If you think that masks are a good idea – and the preponderance of evidence suggests they are, although what some people are using as masks may not be especially prophylactic – then of course you think they should be mandated on airplanes by the federal government, right?
I mean, the only people who would argue against a federal mask mandate are people who think wearing masks impinges on their freedom. A mask requirement does impinge on freedom, but not nearly as much as a public health lock down. So it’s a minor inconvenience, compared to the alternative.
Flight attendants union boss Sara Nelson, head of AFA-CWA, is calling for a federal airline mask mandate. However even though airline mask requirements may be a good idea, a federal mask mandate is not. Here are 5 reasons why:
- Unnecessary. A mask mandate isn’t necessary, every airline requires masks already – a federal mandate would just tell airlines they have to do what they’re already doing.
- Fails to meet variety of needs as well as current airline rules. A federal mandate would mean everyone has the same policy, but right now if your 2 year old won’t keep a mask on or if you need a medical exemption you have Delta as an option – different policies at different airlines can be good.
- Will be weaker than what we have now. A federal mandate would involve lobbying from interest groups and likely water down the mask mandate. Would the strongest mandates even survive? If you think that there shouldn’t be medical exemptions to masks, you shouldn’t favor a federal mandate – be happy that American, United, and Southwest all have this policy already.
- Won’t go away when the time comes. Removing rules is a slow process. Bureaucrats are inherently conservative. Public health officials would argue that wearing masks is always better, and not just for the coronavirus pandemic. If we entrench airline mask rules in law they’re likely to persist longer than necessary.
- Makes air travel even worse. Turning airline customer problems over to law enforcement is a bad idea.
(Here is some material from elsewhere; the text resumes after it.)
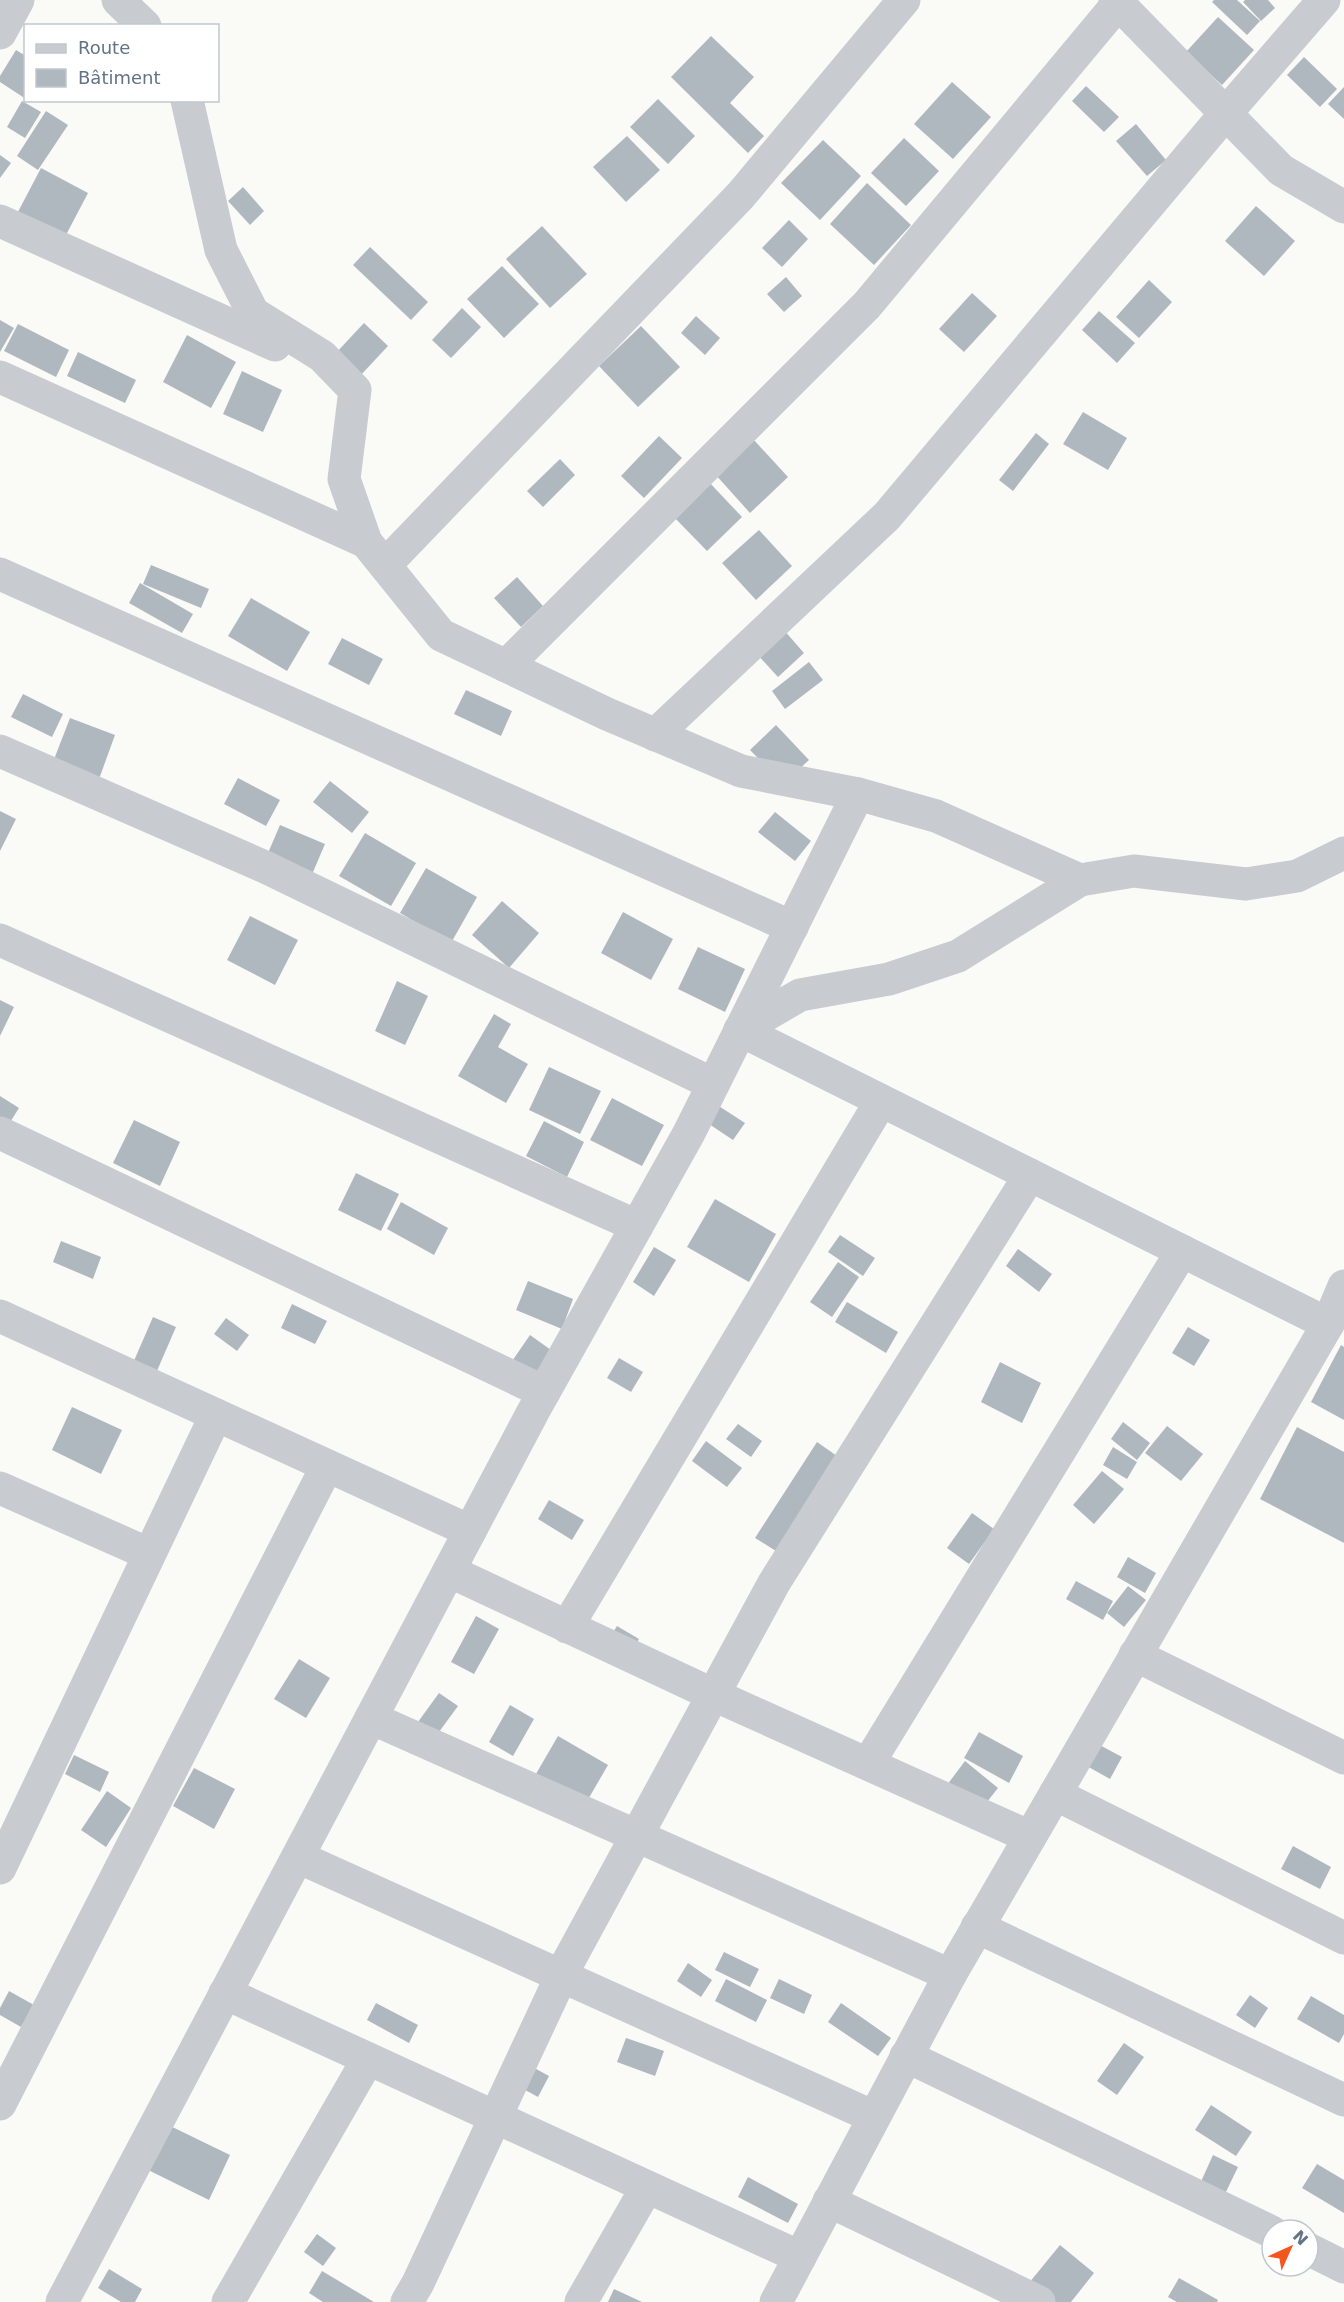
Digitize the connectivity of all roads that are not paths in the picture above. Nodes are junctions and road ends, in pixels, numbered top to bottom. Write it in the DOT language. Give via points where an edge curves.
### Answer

It took airlines a little while to figure out how to handle enforcement but after a bumpy start they’re mostly getting it right. Meanwhile creating more of an us vs. them mentality with crew, turning passengers over to law enforcement, is a road we’ve gone down before and rejected.
This idea is being pushed by the same Sara Nelson who wanted a ban on all discretionary air travel in April – which would have hurt airlines, and therefore her own union membership, even more. By the way flight attendants have had a lower rate of virus infection than the public at large despite exposure to more people and more travel. And this is the same Sara Nelson who says the flight attendant call button is for “emergency use” and it’s “not intended to be for ordering drinks.”
She’s an important political player but on this she’s completely wrong, and seems to be intentionally making the issue political, highlighting a lack of mask mandate as a failing of the current President when his challenger has publicly called for a national mask mandate.